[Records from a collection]
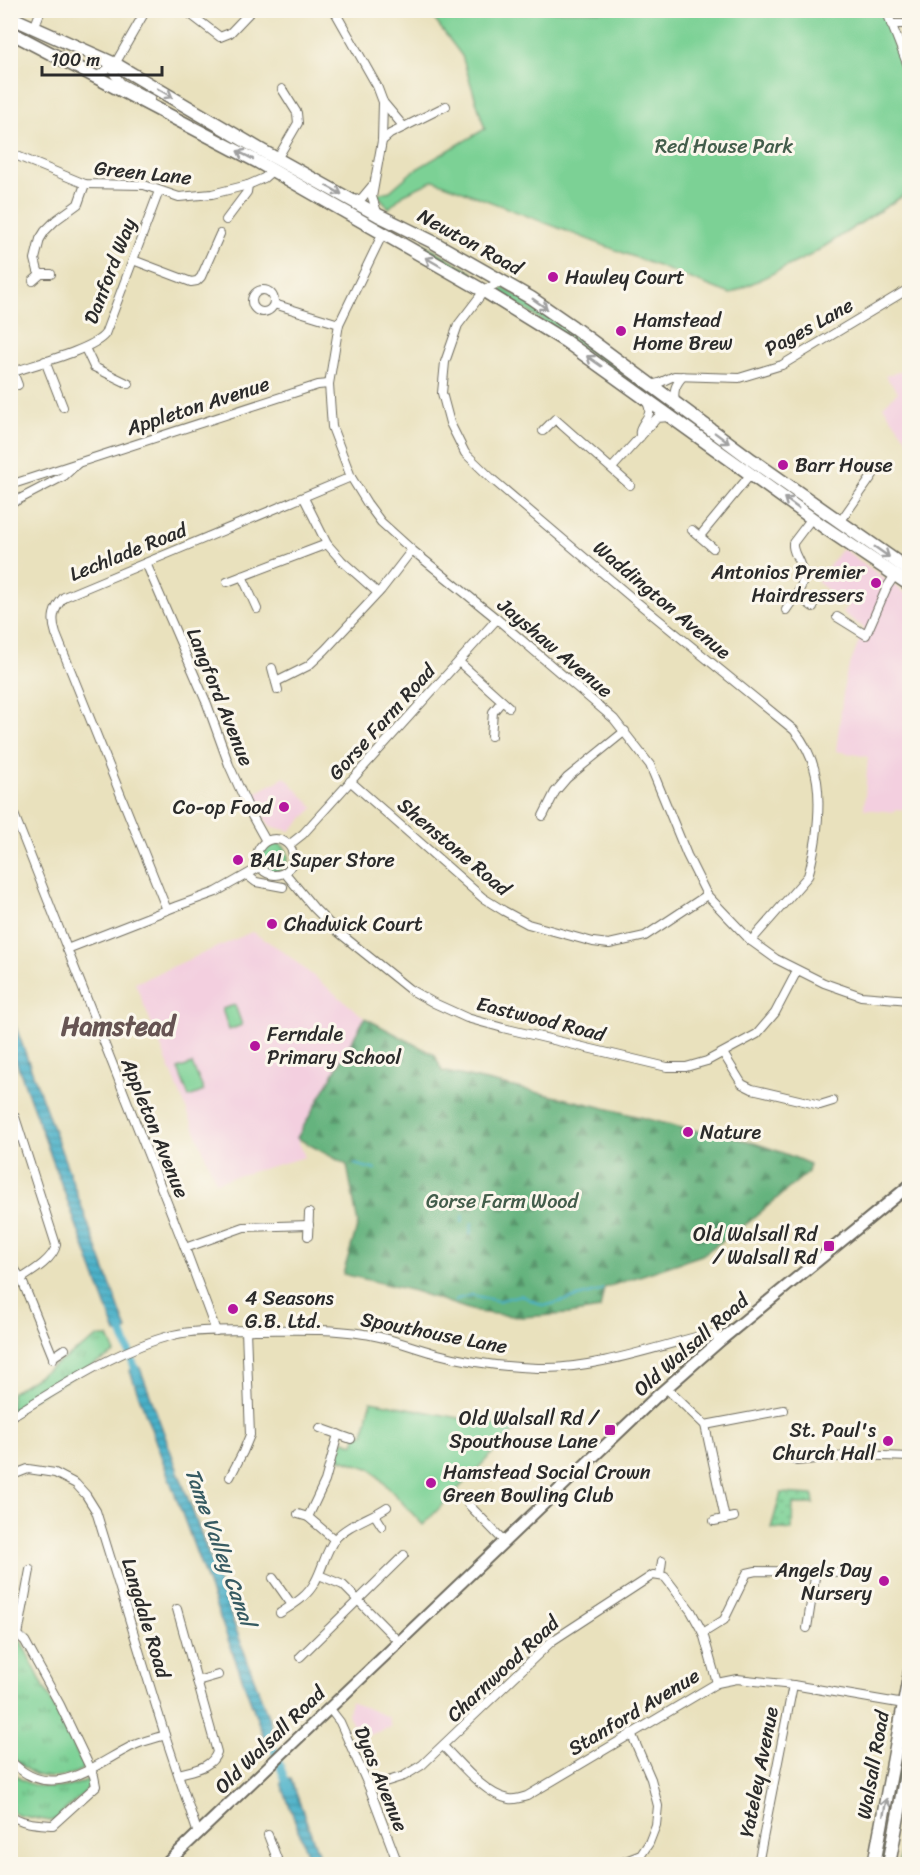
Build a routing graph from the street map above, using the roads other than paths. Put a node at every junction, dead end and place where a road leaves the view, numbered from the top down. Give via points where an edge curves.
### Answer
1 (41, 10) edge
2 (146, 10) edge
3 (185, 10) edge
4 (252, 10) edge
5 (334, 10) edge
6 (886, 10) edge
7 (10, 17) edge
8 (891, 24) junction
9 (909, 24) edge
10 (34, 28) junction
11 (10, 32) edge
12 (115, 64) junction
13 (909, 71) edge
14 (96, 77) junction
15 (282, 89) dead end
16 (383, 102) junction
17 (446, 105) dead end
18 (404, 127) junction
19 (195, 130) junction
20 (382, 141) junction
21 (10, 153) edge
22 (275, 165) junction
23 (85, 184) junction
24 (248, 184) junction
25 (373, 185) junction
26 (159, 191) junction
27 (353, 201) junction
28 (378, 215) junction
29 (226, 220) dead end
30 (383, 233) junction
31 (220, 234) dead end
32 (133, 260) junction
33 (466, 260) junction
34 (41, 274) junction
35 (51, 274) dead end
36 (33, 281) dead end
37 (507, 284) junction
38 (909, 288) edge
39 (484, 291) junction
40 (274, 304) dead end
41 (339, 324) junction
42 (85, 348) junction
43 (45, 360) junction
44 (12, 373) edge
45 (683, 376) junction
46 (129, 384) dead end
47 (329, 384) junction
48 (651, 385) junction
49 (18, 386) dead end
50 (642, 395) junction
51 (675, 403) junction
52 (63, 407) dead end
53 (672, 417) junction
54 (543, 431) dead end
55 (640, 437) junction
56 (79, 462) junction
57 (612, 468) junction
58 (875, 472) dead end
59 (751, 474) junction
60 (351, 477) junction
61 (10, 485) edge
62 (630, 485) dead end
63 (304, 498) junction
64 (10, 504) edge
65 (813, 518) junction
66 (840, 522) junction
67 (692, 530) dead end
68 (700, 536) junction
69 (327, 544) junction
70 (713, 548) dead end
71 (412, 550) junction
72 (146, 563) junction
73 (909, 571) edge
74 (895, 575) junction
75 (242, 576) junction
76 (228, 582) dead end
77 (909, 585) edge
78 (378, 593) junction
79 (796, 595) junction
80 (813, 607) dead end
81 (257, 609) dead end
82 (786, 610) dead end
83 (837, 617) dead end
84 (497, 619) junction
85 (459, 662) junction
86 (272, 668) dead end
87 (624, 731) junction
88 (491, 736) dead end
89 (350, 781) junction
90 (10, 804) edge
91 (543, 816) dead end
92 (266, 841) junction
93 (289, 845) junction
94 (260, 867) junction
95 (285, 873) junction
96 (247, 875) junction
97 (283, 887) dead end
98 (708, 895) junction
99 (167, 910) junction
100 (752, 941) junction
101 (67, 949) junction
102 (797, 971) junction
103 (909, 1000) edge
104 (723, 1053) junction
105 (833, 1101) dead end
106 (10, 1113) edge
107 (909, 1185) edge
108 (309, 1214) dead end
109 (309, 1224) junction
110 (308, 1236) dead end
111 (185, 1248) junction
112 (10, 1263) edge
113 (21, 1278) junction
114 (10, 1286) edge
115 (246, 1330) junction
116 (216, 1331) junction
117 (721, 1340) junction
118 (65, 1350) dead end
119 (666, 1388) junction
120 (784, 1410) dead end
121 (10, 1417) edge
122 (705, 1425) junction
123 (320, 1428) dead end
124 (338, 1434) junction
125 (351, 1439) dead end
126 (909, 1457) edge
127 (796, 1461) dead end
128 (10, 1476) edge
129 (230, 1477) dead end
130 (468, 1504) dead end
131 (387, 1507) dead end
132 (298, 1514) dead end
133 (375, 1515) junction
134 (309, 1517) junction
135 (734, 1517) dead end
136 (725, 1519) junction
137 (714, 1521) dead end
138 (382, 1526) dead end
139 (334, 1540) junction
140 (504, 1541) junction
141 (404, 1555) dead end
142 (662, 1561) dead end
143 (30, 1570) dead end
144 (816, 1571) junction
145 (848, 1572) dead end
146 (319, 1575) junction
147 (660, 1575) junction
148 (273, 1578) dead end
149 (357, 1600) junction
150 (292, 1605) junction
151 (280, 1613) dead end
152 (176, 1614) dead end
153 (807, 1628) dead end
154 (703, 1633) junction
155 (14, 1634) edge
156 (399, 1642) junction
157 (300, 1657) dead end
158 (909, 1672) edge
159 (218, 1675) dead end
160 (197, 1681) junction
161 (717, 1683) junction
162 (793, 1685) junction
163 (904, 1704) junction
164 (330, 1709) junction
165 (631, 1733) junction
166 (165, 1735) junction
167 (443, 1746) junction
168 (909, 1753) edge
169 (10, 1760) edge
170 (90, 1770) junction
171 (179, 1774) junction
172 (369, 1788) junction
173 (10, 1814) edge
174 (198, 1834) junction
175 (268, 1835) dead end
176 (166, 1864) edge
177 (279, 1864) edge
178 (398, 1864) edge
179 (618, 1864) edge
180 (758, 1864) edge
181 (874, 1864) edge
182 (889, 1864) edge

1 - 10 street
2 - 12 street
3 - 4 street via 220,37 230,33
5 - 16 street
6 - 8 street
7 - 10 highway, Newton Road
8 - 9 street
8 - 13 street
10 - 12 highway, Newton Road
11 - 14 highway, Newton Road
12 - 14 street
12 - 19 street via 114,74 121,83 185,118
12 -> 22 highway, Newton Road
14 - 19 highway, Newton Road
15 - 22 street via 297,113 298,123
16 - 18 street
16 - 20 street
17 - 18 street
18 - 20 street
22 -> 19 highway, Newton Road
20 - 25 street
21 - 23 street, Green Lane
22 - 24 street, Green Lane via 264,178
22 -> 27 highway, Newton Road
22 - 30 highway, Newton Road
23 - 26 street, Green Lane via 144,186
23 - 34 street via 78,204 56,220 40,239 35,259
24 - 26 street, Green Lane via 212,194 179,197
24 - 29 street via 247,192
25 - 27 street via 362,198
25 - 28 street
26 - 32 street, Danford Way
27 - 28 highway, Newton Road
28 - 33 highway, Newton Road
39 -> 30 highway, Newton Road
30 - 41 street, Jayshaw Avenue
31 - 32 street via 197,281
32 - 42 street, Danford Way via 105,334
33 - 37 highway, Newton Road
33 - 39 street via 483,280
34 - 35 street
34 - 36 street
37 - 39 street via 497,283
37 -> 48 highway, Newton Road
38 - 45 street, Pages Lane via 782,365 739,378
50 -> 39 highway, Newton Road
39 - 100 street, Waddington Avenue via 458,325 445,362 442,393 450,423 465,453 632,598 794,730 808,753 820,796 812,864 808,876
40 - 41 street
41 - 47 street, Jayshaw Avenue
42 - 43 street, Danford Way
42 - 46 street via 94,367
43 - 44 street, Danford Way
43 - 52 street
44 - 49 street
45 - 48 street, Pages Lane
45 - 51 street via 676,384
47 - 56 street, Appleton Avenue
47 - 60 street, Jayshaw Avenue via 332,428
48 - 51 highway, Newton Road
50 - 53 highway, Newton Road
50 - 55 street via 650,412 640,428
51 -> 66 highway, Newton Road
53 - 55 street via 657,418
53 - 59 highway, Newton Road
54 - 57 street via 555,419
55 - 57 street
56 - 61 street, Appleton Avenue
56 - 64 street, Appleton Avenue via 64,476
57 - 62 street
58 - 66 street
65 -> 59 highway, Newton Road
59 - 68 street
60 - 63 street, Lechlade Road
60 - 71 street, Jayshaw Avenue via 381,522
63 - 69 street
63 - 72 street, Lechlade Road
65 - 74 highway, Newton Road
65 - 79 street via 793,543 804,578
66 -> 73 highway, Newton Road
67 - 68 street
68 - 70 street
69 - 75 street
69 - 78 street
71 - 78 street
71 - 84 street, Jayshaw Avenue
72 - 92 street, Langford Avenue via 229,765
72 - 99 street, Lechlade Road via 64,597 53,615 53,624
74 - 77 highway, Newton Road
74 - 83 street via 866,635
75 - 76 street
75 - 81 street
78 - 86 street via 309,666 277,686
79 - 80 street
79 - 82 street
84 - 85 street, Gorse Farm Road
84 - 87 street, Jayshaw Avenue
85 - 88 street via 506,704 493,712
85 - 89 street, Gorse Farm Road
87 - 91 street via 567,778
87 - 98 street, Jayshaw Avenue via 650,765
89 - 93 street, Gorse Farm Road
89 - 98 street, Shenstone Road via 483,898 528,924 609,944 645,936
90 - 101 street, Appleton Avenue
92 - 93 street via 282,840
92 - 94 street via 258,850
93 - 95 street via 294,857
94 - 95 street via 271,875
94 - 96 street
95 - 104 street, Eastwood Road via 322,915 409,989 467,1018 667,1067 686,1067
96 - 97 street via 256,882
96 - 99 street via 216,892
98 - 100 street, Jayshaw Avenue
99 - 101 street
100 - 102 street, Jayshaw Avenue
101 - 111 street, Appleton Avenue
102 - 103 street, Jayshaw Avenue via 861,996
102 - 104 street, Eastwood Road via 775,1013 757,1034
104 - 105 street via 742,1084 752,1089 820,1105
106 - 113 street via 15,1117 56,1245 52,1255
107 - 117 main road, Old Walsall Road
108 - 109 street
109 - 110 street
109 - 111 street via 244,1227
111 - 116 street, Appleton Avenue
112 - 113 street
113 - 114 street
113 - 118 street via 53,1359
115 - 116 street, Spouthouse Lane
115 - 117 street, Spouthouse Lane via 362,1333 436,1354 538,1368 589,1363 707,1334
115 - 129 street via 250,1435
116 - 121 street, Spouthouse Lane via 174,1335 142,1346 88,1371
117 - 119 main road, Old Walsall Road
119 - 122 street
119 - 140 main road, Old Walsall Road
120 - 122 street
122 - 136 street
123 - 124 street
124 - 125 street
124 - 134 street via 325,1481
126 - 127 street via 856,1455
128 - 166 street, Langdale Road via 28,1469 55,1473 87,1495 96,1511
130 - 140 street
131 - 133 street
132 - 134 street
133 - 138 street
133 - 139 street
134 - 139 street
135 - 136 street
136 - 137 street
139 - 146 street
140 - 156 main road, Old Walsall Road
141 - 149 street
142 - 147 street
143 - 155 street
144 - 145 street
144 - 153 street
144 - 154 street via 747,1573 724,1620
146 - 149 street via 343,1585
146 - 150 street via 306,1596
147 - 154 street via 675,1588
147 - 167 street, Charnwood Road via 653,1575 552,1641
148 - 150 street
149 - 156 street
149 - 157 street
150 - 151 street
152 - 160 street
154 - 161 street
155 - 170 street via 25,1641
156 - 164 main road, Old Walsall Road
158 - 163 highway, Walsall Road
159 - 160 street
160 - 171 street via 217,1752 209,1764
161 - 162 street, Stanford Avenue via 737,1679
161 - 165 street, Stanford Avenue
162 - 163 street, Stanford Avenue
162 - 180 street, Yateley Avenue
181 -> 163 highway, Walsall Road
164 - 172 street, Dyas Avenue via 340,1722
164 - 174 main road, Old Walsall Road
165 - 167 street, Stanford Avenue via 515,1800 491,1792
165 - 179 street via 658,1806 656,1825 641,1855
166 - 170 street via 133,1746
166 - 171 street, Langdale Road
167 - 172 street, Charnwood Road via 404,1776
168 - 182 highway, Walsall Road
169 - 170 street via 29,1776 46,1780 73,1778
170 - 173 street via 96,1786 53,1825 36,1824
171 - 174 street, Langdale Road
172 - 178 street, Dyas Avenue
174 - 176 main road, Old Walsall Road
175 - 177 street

*TASK DESCRIPTION*. Every line in the records above with the string "Green" in it should be shown.

*RESPONSE*.
21 - 23 street, Green Lane
22 - 24 street, Green Lane via 264,178
23 - 26 street, Green Lane via 144,186
24 - 26 street, Green Lane via 212,194 179,197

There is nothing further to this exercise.